A bona fide hit for Netflix, "Love Is Blind" has led to a full-on franchise, including reunion specials and episodes examining how the resulting marriages have fared so far. With each season boasting a wide field of memorable contestants, the show's strong, accelerated premise has connected with audiences worldwide, leading to international spinoffs. Endlessly fascinating and with heightened stakes that will leave audiences rooting for their favorite couples, "Love Is Blind" provides a new twist on a well-worn reality genre.

The Midnight Club

Between feature films and television miniseries, celebrated horror filmmaker Mike Flanagan has carved a thriving niche for himself among Netflix's original programming. Flanagan's latest project for Netflix, with co-creator Leah Fong, is "The Midnight Club," an adaptation of the 1994 novel of the same name by Christopher Pike. Featuring a light anthology-style format with an overarching framing story across its 10 episodes, "The Midnight Club" is a meditation on mortality and solace one finds at the end of all things.

At a hospice care facility for terminally ill teenagers, a group of patients convenes each night to swap scary stories in their final days and weeks of palliative care. These stories are juxtaposed with the patients investigating the rumors and mystery surrounding the clinic, learning it holds a sinister legacy of its own. A solid addition to Flanagan's growing catalog on Netflix, "The Midnight Club" delivers plenty of frightening moments, including setting the record for most scripted jump scares in a single television episode.

Ozark

Jason Bateman takes a break from comedy to deliver the performance of his career alongside equally effective co-star Laura Linney in the Netflix original crime series "Ozark." Following married couple Marty and Wendy Byrde and their illicit activities laundering money for drug cartels and crime syndicates, the series concluded with its fourth season this year. Tautly paced and with the ensemble cast remaining in top form, "Ozark" ends its run on a significant high note.

As the Byrdes contend with murderous attention from the cartels and a conflict with the local organized crime element, they consider seeking protection from the FBI. This plan is mired by betrayal, deception, and a trail of bodies long enough to leave audiences breathless as this crime saga comes to a bloody finish.
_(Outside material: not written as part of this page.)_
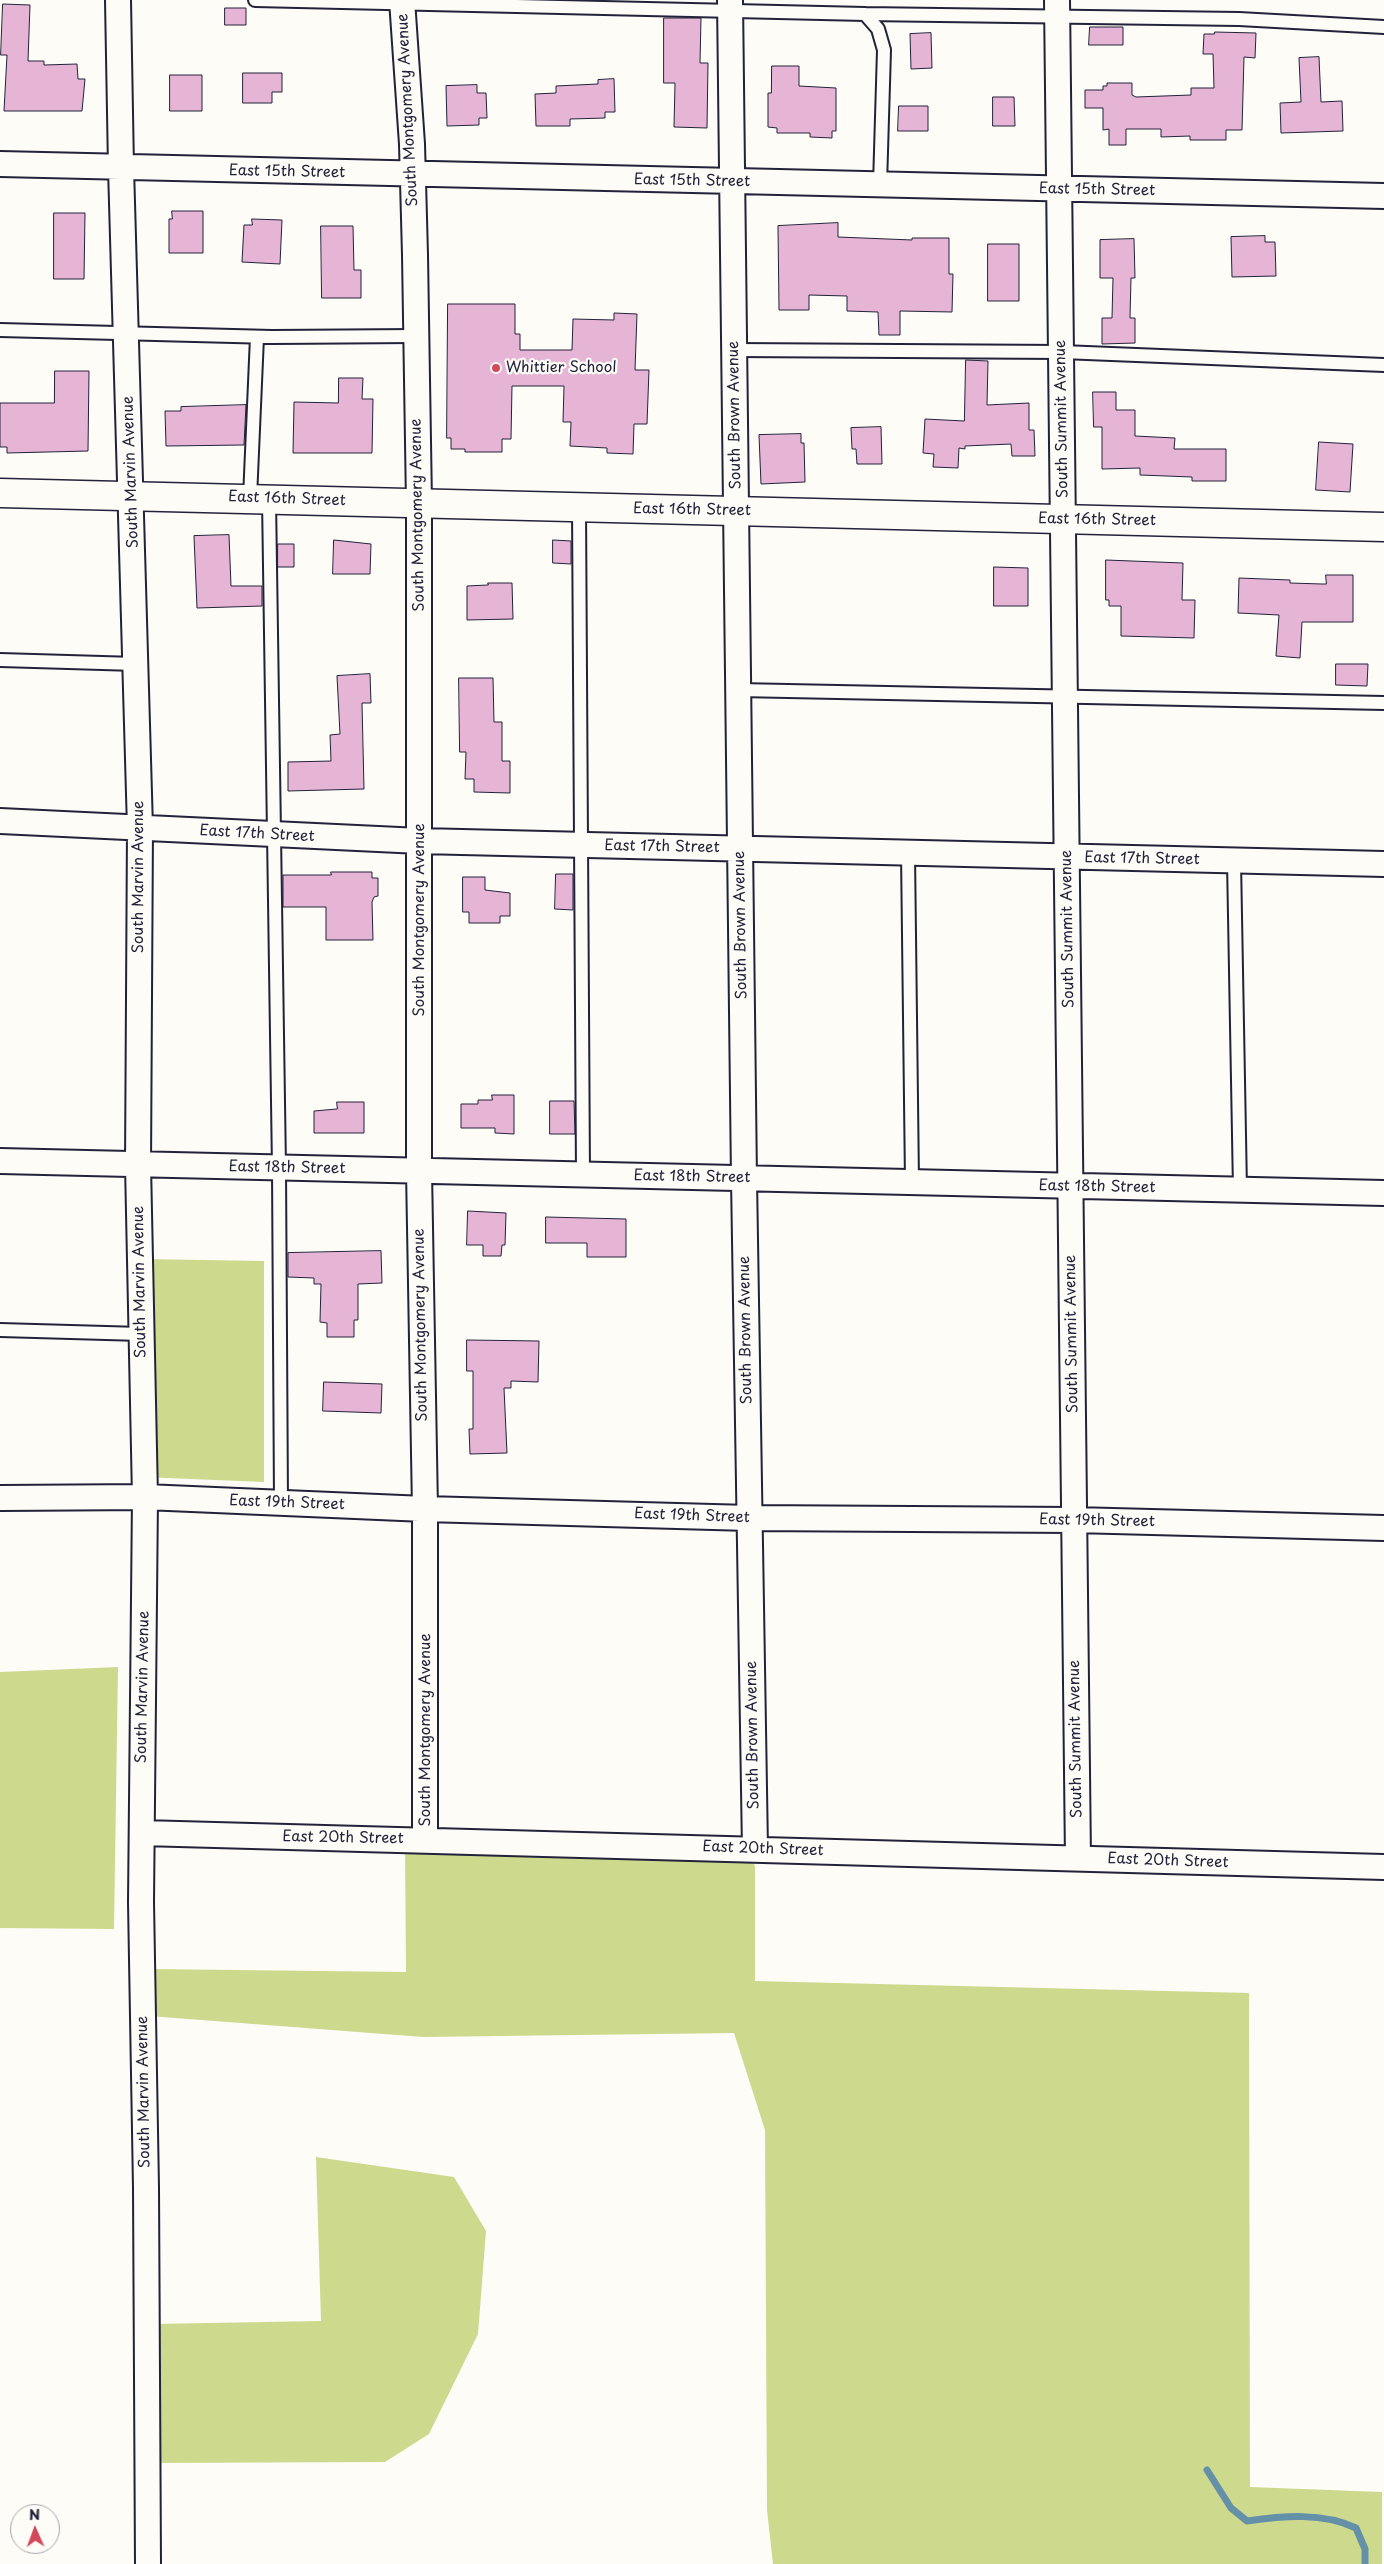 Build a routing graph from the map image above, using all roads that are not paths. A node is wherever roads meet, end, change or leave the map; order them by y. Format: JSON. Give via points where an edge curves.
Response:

Heightening the suspense and as superbly written as ever, "Ozark" has only increased in its already impressive quality across its entire series run.

Stranger Things

After a three-year gap, "Stranger Things" returned this summer for its fourth season, reminding audiences why it's one of Netflix's most acclaimed powerhouses in original programming. While the show has always served as an intersection of coming-of-age drama, supernatural horror, and '80s nostalgia, the fourth season blended these elements together into the series' most ambitious season yet. Introducing Vecna, a villain from the Upside Down who lethally stalked and murdered victims telepathically, "Stranger Things" saved some of its biggest scares for Season 4 while giving musician Kate Bush a memorable shoutout.

As Joyce Byers and Murray Bauman infiltrate the Soviet Union to rescue their kidnapped friend Jim Hopper, Eleven is approached by a rogue government faction to reawaken her powers. While this occurs, the town of Hawkins is plagued by Vecna targeting its teens, with the sleepy community descending into hysteria. A masterclass in balancing multiple storylines and steadily raising the stakes through chilling set pieces, "Stranger Things" remains in top form as the series prepares for its fifth and final season.